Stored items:
***

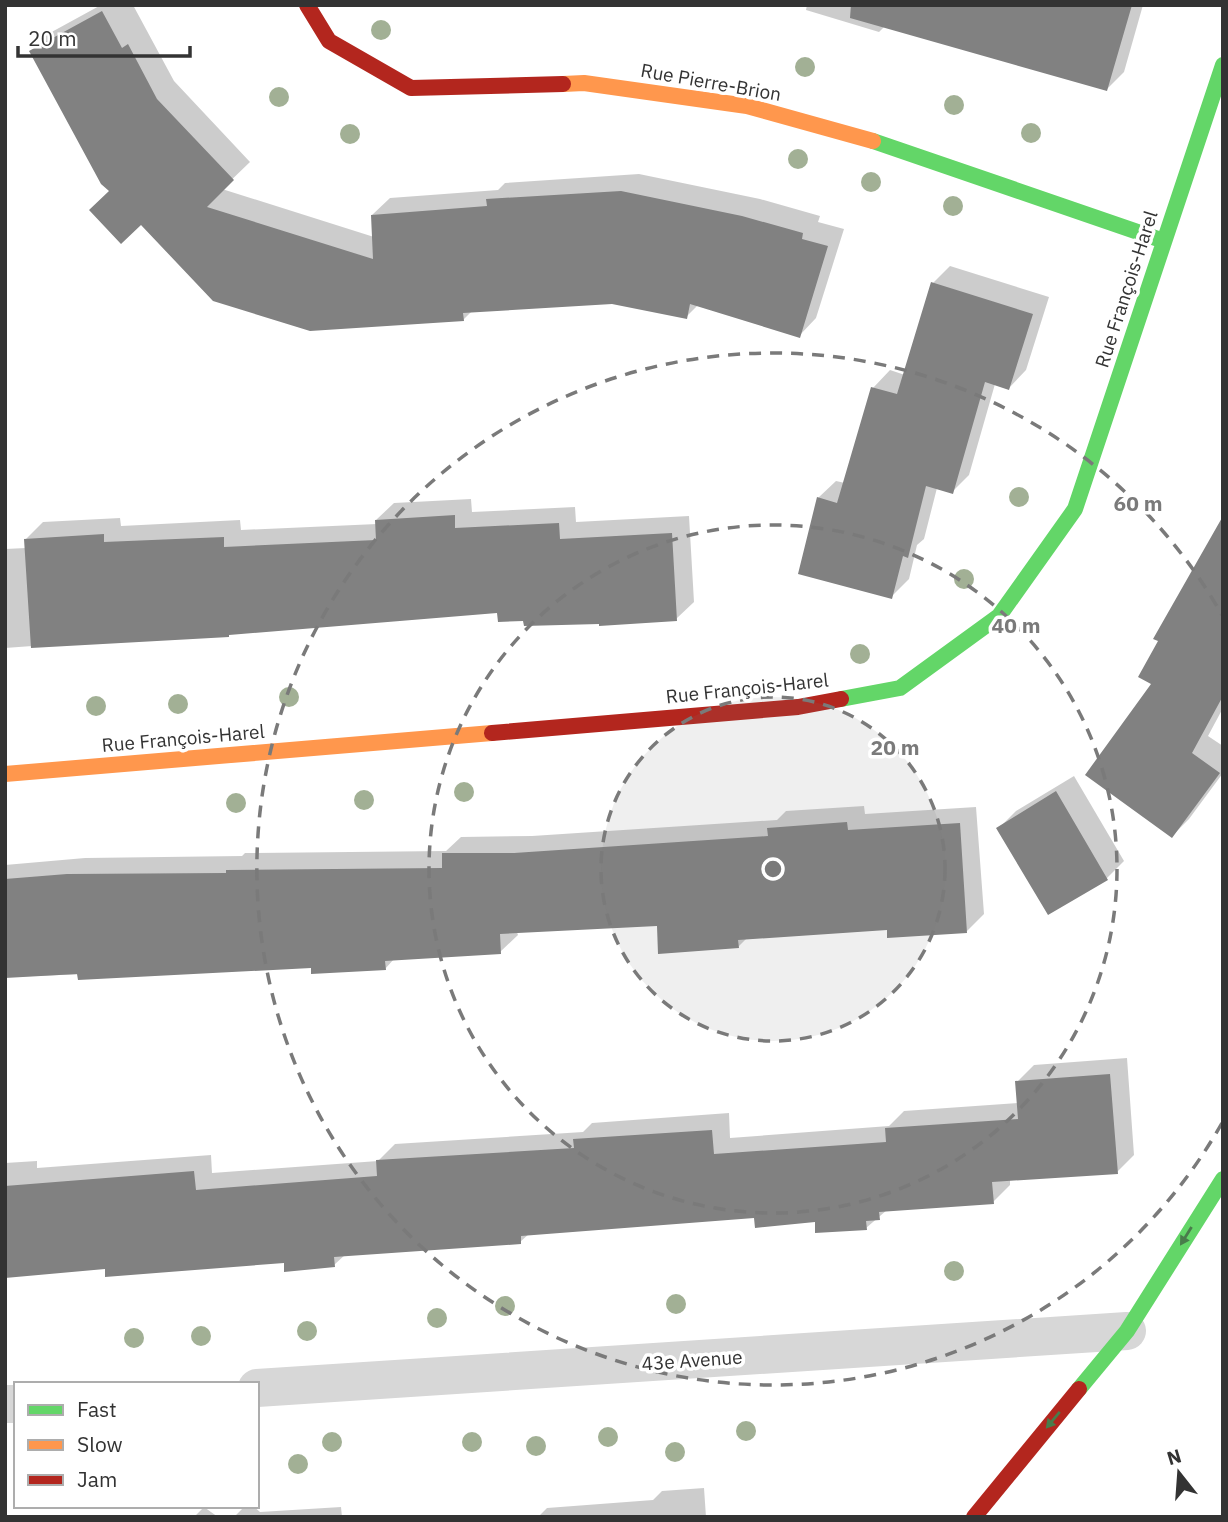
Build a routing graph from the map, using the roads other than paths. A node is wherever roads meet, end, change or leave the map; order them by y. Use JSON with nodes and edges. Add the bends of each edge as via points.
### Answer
{"nodes":[{"id":1,"x":307,"y":5,"type":"edge"},
{"id":2,"x":1223,"y":65,"type":"edge"},
{"id":3,"x":1164,"y":241,"type":"junction"},
{"id":4,"x":5,"y":774,"type":"edge"},
{"id":5,"x":1223,"y":1179,"type":"edge"},
{"id":6,"x":1127,"y":1331,"type":"junction"},
{"id":7,"x":259,"y":1388,"type":"edge"},
{"id":8,"x":974,"y":1517,"type":"edge"}],
"edges":[{"from":1,"to":3,"type":"street","name":"Rue Pierre-Brion","via":[[330,41],[411,88],[584,83],[747,106],[852,134]]},
{"from":2,"to":3,"type":"street","name":"Rue François-Harel"},
{"from":3,"to":4,"type":"street","name":"Rue François-Harel","via":[[1075,509],[999,616],[900,688],[798,707]]},
{"from":5,"to":6,"type":"street","one_way":true},
{"from":6,"to":7,"type":"street","name":"43e Avenue"},
{"from":6,"to":8,"type":"street","one_way":true}]}
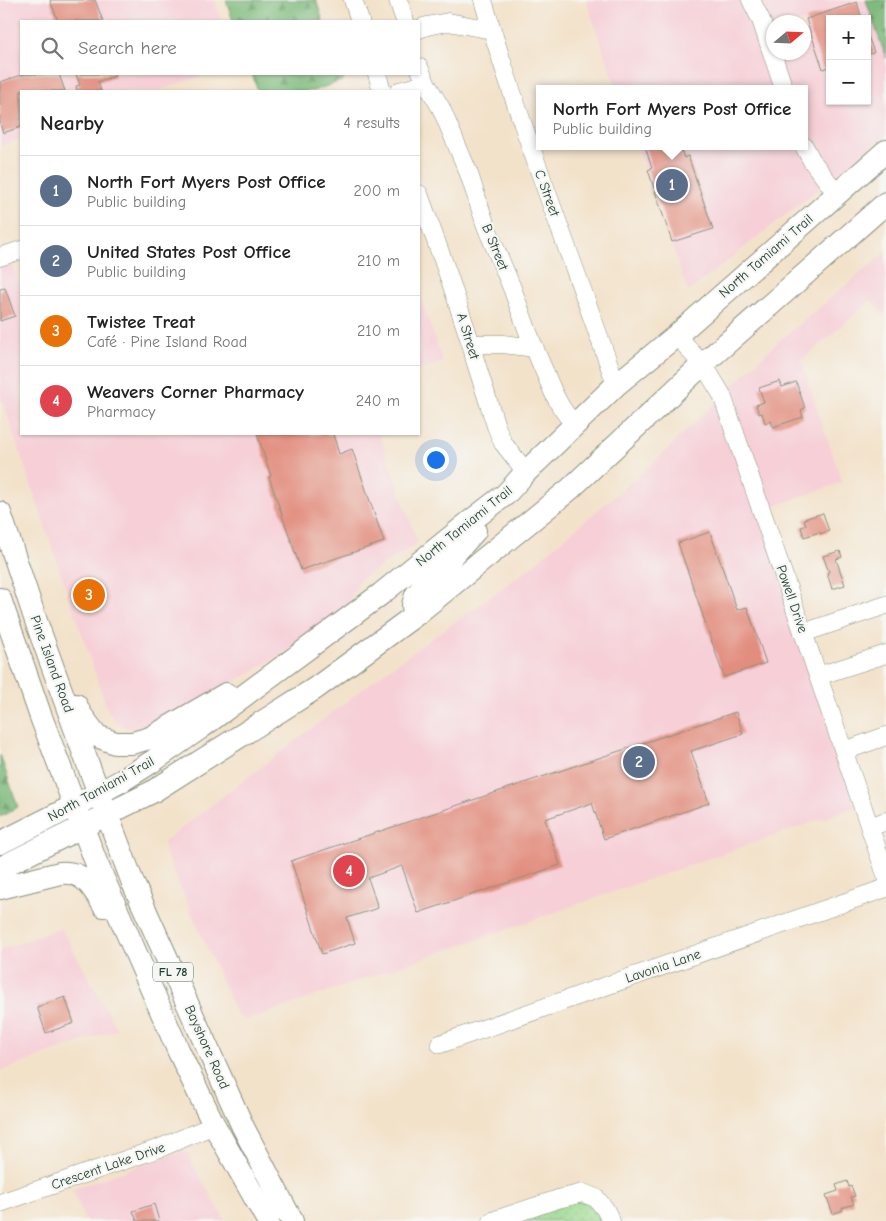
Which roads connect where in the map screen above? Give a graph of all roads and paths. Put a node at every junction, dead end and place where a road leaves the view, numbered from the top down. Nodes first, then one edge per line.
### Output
1 (353, 0) edge
2 (398, 0) edge
3 (483, 0) edge
4 (751, 0) edge
5 (360, 20) edge
6 (406, 20) edge
7 (420, 29) edge
8 (492, 30) junction
9 (420, 69) edge
10 (377, 75) edge
11 (426, 84) junction
12 (783, 85) edge
13 (382, 90) edge
14 (404, 90) edge
15 (806, 150) edge
16 (886, 151) edge
17 (838, 194) junction
18 (420, 197) edge
19 (886, 203) edge
20 (20, 250) edge
21 (0, 257) edge
22 (677, 335) junction
23 (471, 344) junction
24 (535, 348) junction
25 (703, 364) junction
26 (616, 385) junction
27 (574, 425) junction
28 (526, 472) junction
29 (506, 494) junction
30 (0, 513) edge
31 (0, 599) edge
32 (886, 605) edge
33 (414, 616) junction
34 (36, 621) junction
35 (803, 633) junction
36 (316, 643) junction
37 (886, 654) edge
38 (818, 676) junction
39 (886, 736) edge
40 (844, 750) junction
41 (99, 793) junction
42 (74, 805) junction
43 (107, 814) junction
44 (878, 824) edge
45 (82, 827) junction
46 (0, 843) edge
47 (0, 868) edge
48 (886, 875) edge
49 (0, 888) edge
50 (886, 888) edge
51 (142, 969) junction
52 (440, 1044) dead end
53 (214, 1125) junction
54 (0, 1204) edge
55 (268, 1221) edge
56 (292, 1221) edge
57 (492, 1221) edge
58 (611, 1221) edge

1 - 5 street
2 - 6 street
3 - 8 street, C Street
4 - 12 street
7 - 8 street
8 - 26 street, C Street
9 - 11 street, B Street
10 - 13 street
11 - 14 street
11 - 24 street, B Street
15 - 17 street
16 - 17 main road, North Tamiami Trail
17 - 22 main road, North Tamiami Trail
18 - 23 street, A Street
19 - 25 main road, North Tamiami Trail
20 - 21 street
22 - 25 street, Powell Drive
22 - 26 main road, North Tamiami Trail
23 - 24 street
23 - 28 street, A Street
24 - 27 street, B Street
25 - 33 main road, North Tamiami Trail
25 - 35 street, Powell Drive
26 - 27 main road, North Tamiami Trail
27 - 28 main road, North Tamiami Trail
28 - 29 main road, North Tamiami Trail
29 - 33 main road
29 - 36 main road, North Tamiami Trail
30 - 34 main road, Pine Island Road / FL 78
31 - 42 main road, Pine Island Road / FL 78
32 - 35 street
33 - 43 main road, North Tamiami Trail
34 - 36 main road
34 - 41 main road, Pine Island Road / FL 78
35 - 38 street, Powell Drive
36 - 41 main road, North Tamiami Trail
37 - 38 street
38 - 40 street, Powell Drive
39 - 40 street
40 - 44 street, Powell Drive
41 - 42 main road, North Tamiami Trail
41 - 43 main road, Pine Island Road / FL 78
42 - 45 main road, Pine Island Road / FL 78
42 - 46 main road, North Tamiami Trail
43 - 45 main road, North Tamiami Trail
43 - 56 main road, Bayshore Road / FL 78
44 - 48 street, Powell Drive
45 - 47 main road, North Tamiami Trail
45 - 51 main road, Bayshore Road / FL 78
49 - 51 main road
50 - 52 street, Lavonia Lane
51 - 53 main road, Bayshore Road / FL 78
53 - 54 street, Crescent Lake Drive
53 - 55 main road, Bayshore Road / FL 78
57 - 58 street

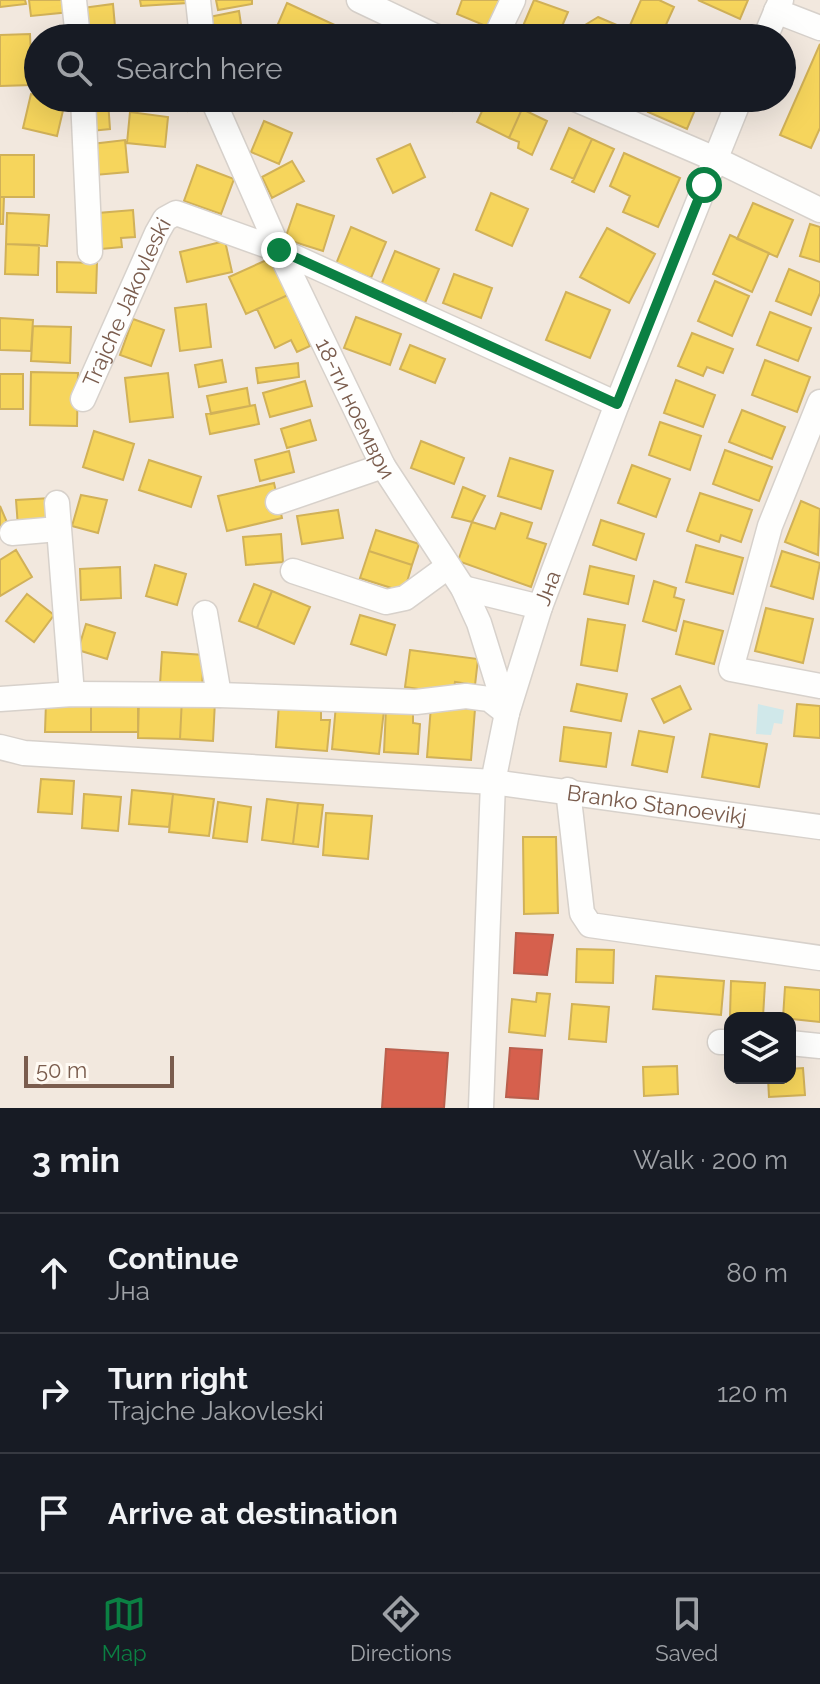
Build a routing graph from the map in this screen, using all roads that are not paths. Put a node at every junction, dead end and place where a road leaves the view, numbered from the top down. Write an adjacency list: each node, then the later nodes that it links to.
1 (74, 0): 7 (street)
2 (198, 0): 8 (street)
3 (359, 0): 5 (street)
4 (513, 0): 10 (street)
5 (386, 6): 9 (street)
6 (778, 6): 11 (street)
7 (77, 24)
8 (201, 24)
9 (416, 24)
10 (502, 24)
11 (820, 28)
12 (84, 112): 19 (street)
13 (218, 112): 18 (street, 18-ти ноември)
14 (606, 112): 16 (street)
15 (734, 112): 16 (street, Јна)
16 (715, 159): 17 (street); 22 (street, Јна)
17 (820, 210)
18 (279, 250): 20 (street, Trajche Jakovleski); 22 (street, Trajche Jakovleski); 23 (street, 18-ти ноември)
19 (90, 252)
20 (83, 399)
21 (820, 402): 33 (street)
22 (617, 404): 31 (street, Јна)
23 (383, 466): 24 (street); 28 (street, 18-ти ноември)
24 (278, 502)
25 (57, 503): 26 (street)
26 (58, 529): 27 (street); 34 (street)
27 (12, 533)
28 (446, 568): 29 (street); 30 (street, 18-ти ноември)
29 (293, 571)
30 (463, 588): 31 (street); 37 (street, 18-ти ноември)
31 (540, 607): 37 (street, Јна)
32 (205, 613): 35 (street)
33 (820, 686)
34 (72, 694): 35 (street); 36 (street)
35 (219, 695): 37 (street)
36 (0, 699)
37 (507, 713): 39 (street, Јна)
38 (0, 747): 39 (street, Branko Stanoevikj)
39 (493, 782): 40 (street, Branko Stanoevikj); 45 (street, Јна)
40 (568, 790): 41 (street, Branko Stanoevikj); 42 (street)
41 (820, 827)
42 (820, 958)
43 (796, 1044): 44 (street)
44 (820, 1046)
45 (481, 1108)

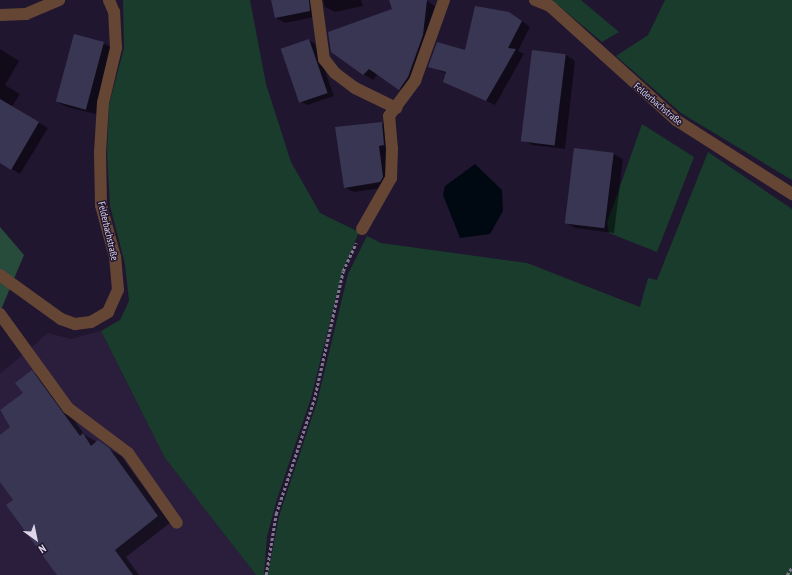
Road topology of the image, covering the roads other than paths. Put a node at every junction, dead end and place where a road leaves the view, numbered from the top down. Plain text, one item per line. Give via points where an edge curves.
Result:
1 (59, 0) edge
2 (109, 0) edge
3 (316, 0) edge
4 (444, 0) edge
5 (535, 0) edge
6 (0, 15) edge
7 (396, 108) junction
8 (792, 194) edge
9 (362, 229) road end
10 (0, 275) edge
11 (0, 314) edge
12 (177, 523) dead end

1 - 6 street via 26,14
2 - 10 street, Felderbachstraße via 114,12 116,48 103,103 100,153 101,205 115,257 118,290 108,312 91,322 75,324 61,319
3 - 7 street via 324,59 335,74 355,88
4 - 7 street via 424,61 412,87
5 - 8 street, Felderbachstraße via 550,6 676,120
7 - 9 street via 389,116 391,178
11 - 12 street via 68,408 128,453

***

THE PROBLEM: Among the entries, find every line holding "Bayshore" and return it.

ANSWER BELOW:
43 - 56 main road, Bayshore Road / FL 78
45 - 51 main road, Bayshore Road / FL 78
51 - 53 main road, Bayshore Road / FL 78
53 - 55 main road, Bayshore Road / FL 78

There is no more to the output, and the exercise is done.